[Records contained in a dataset]
══════════
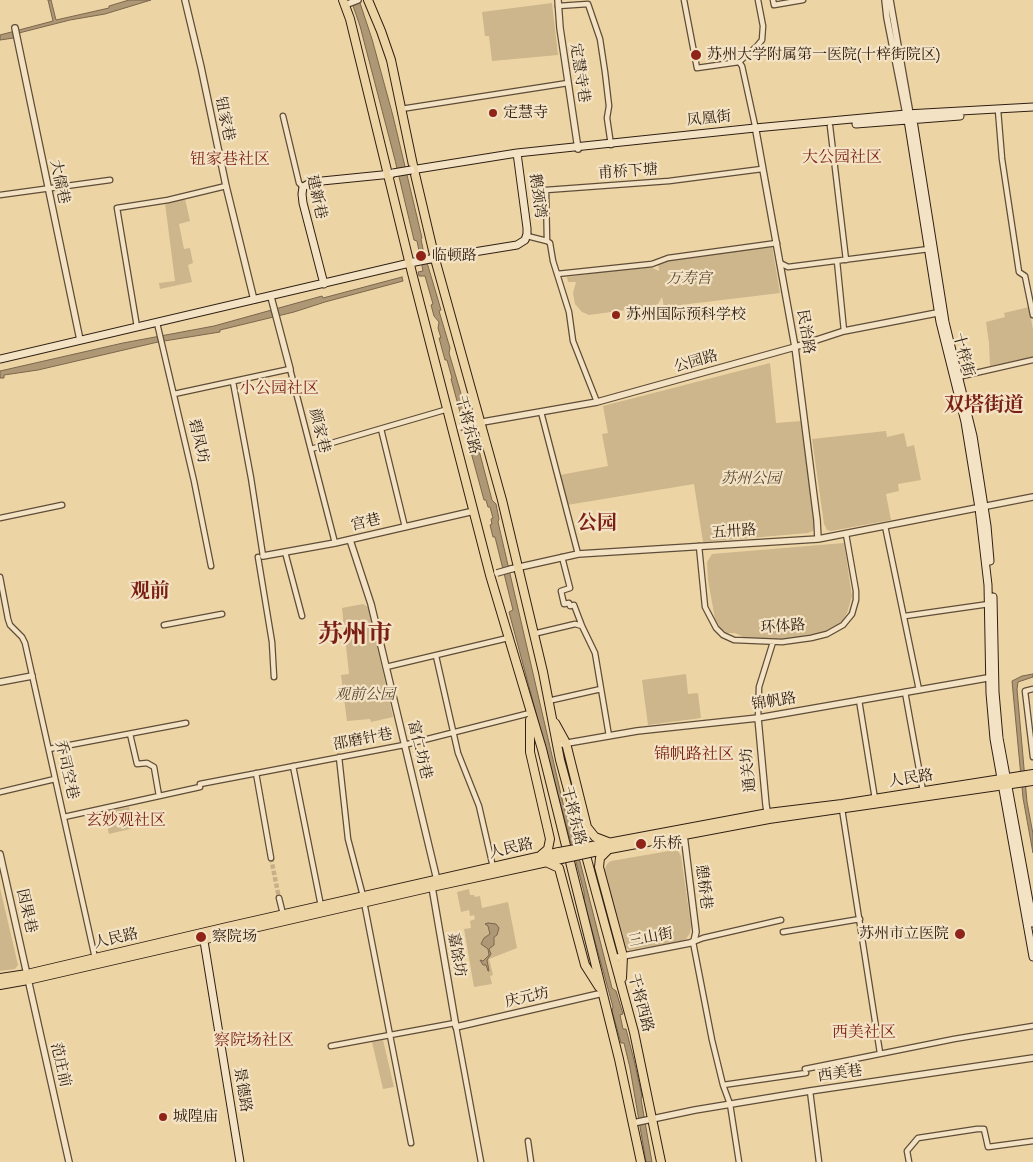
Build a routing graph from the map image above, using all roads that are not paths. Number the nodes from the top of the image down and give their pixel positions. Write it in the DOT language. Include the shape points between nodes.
graph roads {
  1 [pos="185,0"];
  2 [pos="358,0"];
  3 [pos="368,0"];
  4 [pos="684,0"];
  5 [pos="758,0"];
  6 [pos="773,0"];
  7 [pos="803,0"];
  8 [pos="885,0"];
  9 [pos="890,0"];
  10 [pos="346,3"];
  11 [pos="558,3"];
  12 [pos="15,31"];
  13 [pos="739,62"];
  14 [pos="568,83"];
  15 [pos="402,109"];
  16 [pos="1033,109"];
  17 [pos="998,112"];
  18 [pos="283,116"];
  19 [pos="909,117"];
  20 [pos="830,126"];
  21 [pos="756,129"];
  22 [pos="611,144"];
  23 [pos="578,148"];
  24 [pos="517,155"];
  25 [pos="762,169"];
  26 [pos="412,170"];
  27 [pos="391,174"];
  28 [pos="110,180"];
  29 [pos="226,186"];
  30 [pos="304,187"];
  31 [pos="47,188"];
  32 [pos="0,195"];
  33 [pos="527,236"];
  34 [pos="547,241"];
  35 [pos="777,243"];
  36 [pos="929,249"];
  37 [pos="432,259"];
  38 [pos="846,260"];
  39 [pos="837,261"];
  40 [pos="412,262"];
  41 [pos="780,263"];
  42 [pos="557,274"];
  43 [pos="324,284"];
  44 [pos="271,296"];
  45 [pos="254,300"];
  46 [pos="941,312"];
  47 [pos="1033,315"];
  48 [pos="157,323"];
  49 [pos="138,327"];
  50 [pos="844,331"];
  51 [pos="80,340"];
  52 [pos="795,347"];
  53 [pos="0,359"];
  54 [pos="1033,360"];
  55 [pos="290,369"];
  56 [pos="957,377"];
  57 [pos="233,382"];
  58 [pos="174,394"];
  59 [pos="597,402"];
  60 [pos="448,409"];
  61 [pos="541,412"];
  62 [pos="477,423"];
  63 [pos="457,428"];
  64 [pos="381,429"];
  65 [pos="311,450"];
  66 [pos="1033,497"];
  67 [pos="62,505"];
  68 [pos="982,507"];
  69 [pos="474,511"];
  70 [pos="0,518"];
  71 [pos="885,526"];
  72 [pos="405,527"];
  73 [pos="846,534"];
  74 [pos="818,539"];
  75 [pos="350,540"];
  76 [pos="334,543"];
  77 [pos="699,546"];
  78 [pos="284,552"];
  79 [pos="578,554"];
  80 [pos="260,556"];
  81 [pos="562,557"];
  82 [pos="211,566"];
  83 [pos="514,568"];
  84 [pos="494,574"];
  85 [pos="0,577"];
  86 [pos="989,604"];
  87 [pos="222,614"];
  88 [pos="302,616"];
  89 [pos="905,616"];
  90 [pos="164,625"];
  91 [pos="582,626"];
  92 [pos="533,634"];
  93 [pos="508,638"];
  94 [pos="773,642"];
  95 [pos="436,656"];
  96 [pos="386,667"];
  97 [pos="32,676"];
  98 [pos="274,677"];
  99 [pos="992,677"];
  100 [pos="0,682"];
  101 [pos="1033,689"];
  102 [pos="601,690"];
  103 [pos="919,690"];
  104 [pos="905,692"];
  105 [pos="548,700"];
  106 [pos="859,700"];
  107 [pos="530,713"];
  108 [pos="551,716"];
  109 [pos="758,718"];
  110 [pos="186,723"];
  111 [pos="453,731"];
  112 [pos="130,734"];
  113 [pos="609,736"];
  114 [pos="566,743"];
  115 [pos="404,745"];
  116 [pos="557,746"];
  117 [pos="49,749"];
  118 [pos="339,757"];
  119 [pos="1033,757"];
  120 [pos="293,766"];
  121 [pos="256,773"];
  122 [pos="1032,778"];
  123 [pos="55,779"];
  124 [pos="1009,781"];
  125 [pos="923,791"];
  126 [pos="0,792"];
  127 [pos="159,796"];
  128 [pos="874,799"];
  129 [pos="842,809"];
  130 [pos="768,816"];
  131 [pos="64,817"];
  132 [pos="684,835"];
  133 [pos="610,846"];
  134 [pos="584,852"];
  135 [pos="0,854"];
  136 [pos="563,856"];
  137 [pos="271,858"];
  138 [pos="541,860"];
  139 [pos="493,867"];
  140 [pos="434,883"];
  141 [pos="279,898"];
  142 [pos="364,899"];
  143 [pos="320,906"];
  144 [pos="282,914"];
  145 [pos="860,919"];
  146 [pos="781,920"];
  147 [pos="1033,923"];
  148 [pos="783,932"];
  149 [pos="203,937"];
  150 [pos="693,942"];
  151 [pos="623,956"];
  152 [pos="1033,957"];
  153 [pos="95,958"];
  154 [pos="614,958"];
  155 [pos="596,963"];
  156 [pos="585,965"];
  157 [pos="27,977"];
  158 [pos="0,978"];
  159 [pos="0,985"];
  160 [pos="622,985"];
  161 [pos="603,993"];
  162 [pos="455,1025"];
  163 [pos="1033,1026"];
  164 [pos="390,1034"];
  165 [pos="330,1046"];
  166 [pos="880,1053"];
  167 [pos="1033,1058"];
  168 [pos="722,1085"];
  169 [pos="810,1091"];
  170 [pos="730,1104"];
  171 [pos="649,1119"];
  172 [pos="635,1122"];
  173 [pos="528,1140"];
  174 [pos="1033,1141"];
  175 [pos="411,1143"];
  176 [pos="69,1162"];
  177 [pos="240,1162"];
  178 [pos="481,1162"];
  179 [pos="531,1162"];
  180 [pos="641,1162"];
  181 [pos="661,1162"];
  182 [pos="739,1162"];
  183 [pos="819,1162"];
  184 [pos="909,1162"];
  1 -- 29 [label="street, 钮家巷"];
  2 -- 10 [label="street"];
  3 -- 15 [label="main road, 干将东路" via="391,60"];
  4 -- 13 [label="street" via="697,68"];
  5 -- 13 [label="street" via="762,40"];
  6 -- 7 [label="street" via="774,4"];
  8 -- 19 [label="street, 十梓街"];
  9 -- 19 [label="street, 十梓街"];
  10 -- 27 [label="main road, 干将东路"];
  11 -- 14 [label="street, 定慧寺巷"];
  11 -- 22 [label="street" via="588,4 606,72"];
  12 -- 31 [label="street, 大儒巷"];
  13 -- 21 [label="street"];
  14 -- 15 [label="street"];
  14 -- 23 [label="street, 定慧寺巷"];
  15 -- 26 [label="main road, 干将东路"];
  16 -- 17 [label="main road, 凤凰街"];
  17 -- 19 [label="main road, 凤凰街"];
  17 -- 47 [label="street" via="1019,272 1025,276"];
  18 -- 30 [label="street, 建新巷" via="299,183"];
  19 -- 20 [label="main road, 凤凰街"];
  19 -- 21 [label="main road, 凤凰街"];
  19 -- 36 [label="main road, 十梓街"];
  19 -- 46 [label="main road, 十梓街"];
  20 -- 21 [label="main road, 凤凰街"];
  20 -- 38 [label="street"];
  21 -- 22 [label="main road, 凤凰街"];
  21 -- 25 [label="street, 民治路"];
  22 -- 23 [label="main road, 凤凰街"];
  23 -- 24 [label="main road, 凤凰街"];
  24 -- 26 [label="main road, 凤凰街"];
  24 -- 33 [label="main road, 鹅颈湾"];
  25 -- 34 [label="street, 甫桥下塘" via="649,183 546,190"];
  25 -- 35 [label="street, 民治路"];
  26 -- 27 [label="main road, 凤凰街, bridge"];
  26 -- 37 [label="main road, 干将东路"];
  27 -- 30 [label="main road, 凤凰街" via="312,182"];
  27 -- 40 [label="main road, 干将东路"];
  28 -- 31 [label="street"];
  29 -- 45 [label="street, 钮家巷"];
  29 -- 49 [label="street" via="117,208"];
  30 -- 43 [label="main road, 建新巷" via="303,203"];
  31 -- 32 [label="street"];
  31 -- 51 [label="street, 大儒巷"];
  33 -- 34 [label="street"];
  33 -- 37 [label="main road, 鹅颈湾" via="517,245"];
  34 -- 42 [label="street"];
  35 -- 41 [label="street, 民治路"];
  35 -- 42 [label="street" via="668,258 652,264"];
  36 -- 38 [label="street"];
  36 -- 46 [label="main road, 十梓街"];
  37 -- 40 [label="main road, bridge"];
  37 -- 62 [label="main road, 干将东路"];
  38 -- 39 [label="street"];
  39 -- 41 [label="street" via="788,267"];
  39 -- 50 [label="street"];
  40 -- 43 [label="main road"];
  40 -- 60 [label="main road, 干将东路"];
  41 -- 52 [label="street, 民治路"];
  42 -- 59 [label="street" via="569,312 573,341"];
  43 -- 44 [label="main road"];
  44 -- 45 [label="main road"];
  44 -- 55 [label="street, 颜家巷"];
  45 -- 48 [label="main road"];
  46 -- 50 [label="street, 公园路"];
  46 -- 56 [label="main road, 十梓街"];
  48 -- 49 [label="main road"];
  48 -- 58 [label="street, 碧凤坊"];
  49 -- 51 [label="main road"];
  50 -- 52 [label="street, 公园路"];
  51 -- 53 [label="main road"];
  52 -- 59 [label="street, 公园路"];
  52 -- 74 [label="street, 民治路"];
  54 -- 56 [label="street"];
  55 -- 57 [label="street"];
  55 -- 65 [label="street, 颜家巷"];
  56 -- 68 [label="main road, 十梓街" via="973,436"];
  57 -- 58 [label="street"];
  57 -- 80 [label="street"];
  58 -- 82 [label="street, 碧凤坊"];
  59 -- 61 [label="street, 公园路"];
  60 -- 63 [label="main road, 干将东路"];
  60 -- 64 [label="street"];
  61 -- 62 [label="street, 公园路"];
  61 -- 79 [label="street"];
  62 -- 63 [label="street, 公园路, bridge"];
  62 -- 83 [label="main road, 干将东路" via="500,494"];
  63 -- 69 [label="main road, 干将东路"];
  64 -- 65 [label="street"];
  64 -- 72 [label="street"];
  65 -- 76 [label="street, 颜家巷"];
  66 -- 68 [label="street, 五卅路"];
  67 -- 70 [label="street"];
  68 -- 71 [label="street, 五卅路"];
  68 -- 86 [label="main road, 十梓街"];
  68 -- 99 [label="main road, 十梓街" via="992,585"];
  69 -- 72 [label="street, 宫巷"];
  69 -- 84 [label="main road, 干将东路"];
  71 -- 73 [label="street, 五卅路"];
  71 -- 89 [label="street"];
  72 -- 75 [label="street, 宫巷"];
  73 -- 74 [label="street, 五卅路"];
  73 -- 94 [label="street, 环体路" via="856,590 850,617 827,634"];
  74 -- 77 [label="street, 五卅路"];
  75 -- 76 [label="street, 宫巷"];
  75 -- 96 [label="street, 富仁坊巷" via="371,604"];
  76 -- 78 [label="street, 宫巷"];
  77 -- 79 [label="street, 五卅路"];
  77 -- 94 [label="street, 环体路" via="705,607 716,628 734,640"];
  78 -- 80 [label="street, 宫巷"];
  78 -- 88 [label="street"];
  79 -- 81 [label="street, 五卅路"];
  80 -- 98 [label="street"];
  81 -- 83 [label="street, 五卅路"];
  81 -- 91 [label="street" via="570,588 561,591 564,604 574,605"];
  83 -- 84 [label="street, 五卅路, bridge"];
  83 -- 92 [label="main road, 干将东路"];
  84 -- 93 [label="main road, 干将东路"];
  85 -- 97 [label="street, 乔司空巷" via="8,619 22,637"];
  86 -- 89 [label="street"];
  86 -- 99 [label="main road, 十梓街"];
  87 -- 90 [label="street"];
  89 -- 103 [label="street"];
  91 -- 92 [label="street" via="575,624"];
  91 -- 102 [label="street" via="595,653"];
  92 -- 105 [label="main road, 干将东路"];
  93 -- 95 [label="street"];
  93 -- 107 [label="main road, 干将东路"];
  94 -- 109 [label="street" via="759,687"];
  95 -- 96 [label="street"];
  95 -- 111 [label="street"];
  96 -- 115 [label="street, 富仁坊巷"];
  97 -- 100 [label="street"];
  97 -- 117 [label="street, 乔司空巷"];
  99 -- 103 [label="street, 锦帆路"];
  99 -- 124 [label="main road, 十梓街"];
  101 -- 119 [label="street" via="1025,690"];
  102 -- 105 [label="street"];
  102 -- 113 [label="street"];
  103 -- 104 [label="street, 锦帆路"];
  104 -- 106 [label="street, 锦帆路"];
  104 -- 125 [label="street"];
  105 -- 108 [label="main road, 干将东路"];
  106 -- 109 [label="street, 锦帆路"];
  106 -- 128 [label="street"];
  107 -- 111 [label="street, 邵磨针巷"];
  107 -- 136 [label="main road, 干将东路" via="542,749"];
  107 -- 138 [label="main road" via="530,752 550,839"];
  108 -- 114 [label="main road"];
  108 -- 116 [label="main road, 干将东路"];
  109 -- 113 [label="street, 锦帆路"];
  109 -- 130 [label="street, 通关坊"];
  110 -- 112 [label="street"];
  111 -- 115 [label="street, 邵磨针巷"];
  111 -- 139 [label="street" via="479,806"];
  112 -- 117 [label="street"];
  112 -- 127 [label="street" via="137,764 147,763 154,768"];
  113 -- 114 [label="street, 锦帆路"];
  114 -- 116 [label="street, 锦帆路"];
  114 -- 133 [label="main road" via="587,827 590,833"];
  115 -- 118 [label="street, 邵磨针巷"];
  115 -- 140 [label="street, 富仁坊巷"];
  116 -- 134 [label="main road, 干将东路"];
  117 -- 123 [label="street, 乔司空巷"];
  118 -- 120 [label="street, 邵磨针巷"];
  118 -- 142 [label="street" via="348,839"];
  120 -- 121 [label="street, 邵磨针巷"];
  120 -- 143 [label="street"];
  121 -- 127 [label="street, 邵磨针巷"];
  121 -- 137 [label="street"];
  122 -- 124 [label="main road, 人民路"];
  123 -- 126 [label="street"];
  123 -- 131 [label="street, 乔司空巷"];
  124 -- 125 [label="main road, 人民路"];
  124 -- 129 [label="main road, 人民路"];
  124 -- 147 [label="main road"];
  124 -- 152 [label="main road"];
  125 -- 128 [label="main road, 人民路"];
  127 -- 131 [label="street, 邵磨针巷"];
  128 -- 130 [label="main road, 人民路"];
  129 -- 130 [label="main road, 人民路"];
  129 -- 145 [label="street"];
  130 -- 132 [label="main road, 人民路"];
  130 -- 133 [label="main road, 人民路"];
  131 -- 153 [label="street, 乔司空巷"];
  132 -- 133 [label="main road, 人民路"];
  132 -- 150 [label="street, 憩桥巷" via="696,932"];
  133 -- 136 [label="main road, 人民路, bridge"];
  133 -- 151 [label="main road" via="601,856 599,867"];
  134 -- 154 [label="main road, 干将西路"];
  135 -- 157 [label="street, 因果巷"];
  136 -- 138 [label="main road, 人民路"];
  136 -- 155 [label="main road"];
  138 -- 139 [label="main road, 人民路"];
  138 -- 140 [label="main road, 人民路"];
  138 -- 156 [label="main road" via="556,866 560,872"];
  139 -- 140 [label="main road, 人民路"];
  140 -- 142 [label="main road, 人民路"];
  140 -- 162 [label="street, 嘉馀坊"];
  141 -- 144 [label="street"];
  142 -- 143 [label="main road, 人民路"];
  142 -- 149 [label="main road, 人民路"];
  142 -- 164 [label="street"];
  143 -- 144 [label="main road, 人民路"];
  144 -- 149 [label="main road, 人民路"];
  145 -- 148 [label="street"];
  145 -- 166 [label="street"];
  146 -- 150 [label="street"];
  149 -- 153 [label="main road, 人民路"];
  149 -- 157 [label="main road, 人民路"];
  149 -- 177 [label="main road, 景德路"];
  150 -- 151 [label="street, 三山街"];
  150 -- 168 [label="street"];
  151 -- 154 [label="street, 三山街"];
  151 -- 160 [label="main road"];
  153 -- 157 [label="main road, 人民路"];
  154 -- 160 [label="main road, 干将西路"];
  155 -- 156 [label="main road"];
  155 -- 161 [label="main road"];
  156 -- 161 [label="main road"];
  157 -- 158 [label="main road, 人民路"];
  157 -- 159 [label="main road, 人民路"];
  157 -- 176 [label="street, 范庄前"];
  160 -- 171 [label="main road, 干将西路" via="638,1050"];
  161 -- 162 [label="street, 庆元坊"];
  161 -- 172 [label="main road"];
  162 -- 164 [label="street"];
  162 -- 178 [label="street"];
  163 -- 166 [label="street"];
  164 -- 165 [label="street"];
  164 -- 175 [label="street"];
  166 -- 168 [label="street" via="806,1071"];
  167 -- 169 [label="street, 西美巷"];
  168 -- 170 [label="street"];
  169 -- 170 [label="street, 西美巷"];
  169 -- 183 [label="street"];
  170 -- 171 [label="street, 西美巷"];
  170 -- 182 [label="street"];
  171 -- 172 [label="street, 西美巷"];
  171 -- 181 [label="main road, 干将西路"];
  172 -- 180 [label="main road"];
  173 -- 179 [label="street"];
  174 -- 184 [label="street" via="988,1147 984,1129 918,1138 907,1151"];
}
══════════
• WHAT IS EXPECTED
The answer must consist of each line in the entries above that includes "干将西路".

• COMPLETED EXERCISE
  134 -- 154 [label="main road, 干将西路"];
  154 -- 160 [label="main road, 干将西路"];
  160 -- 171 [label="main road, 干将西路" via="638,1050"];
  171 -- 181 [label="main road, 干将西路"];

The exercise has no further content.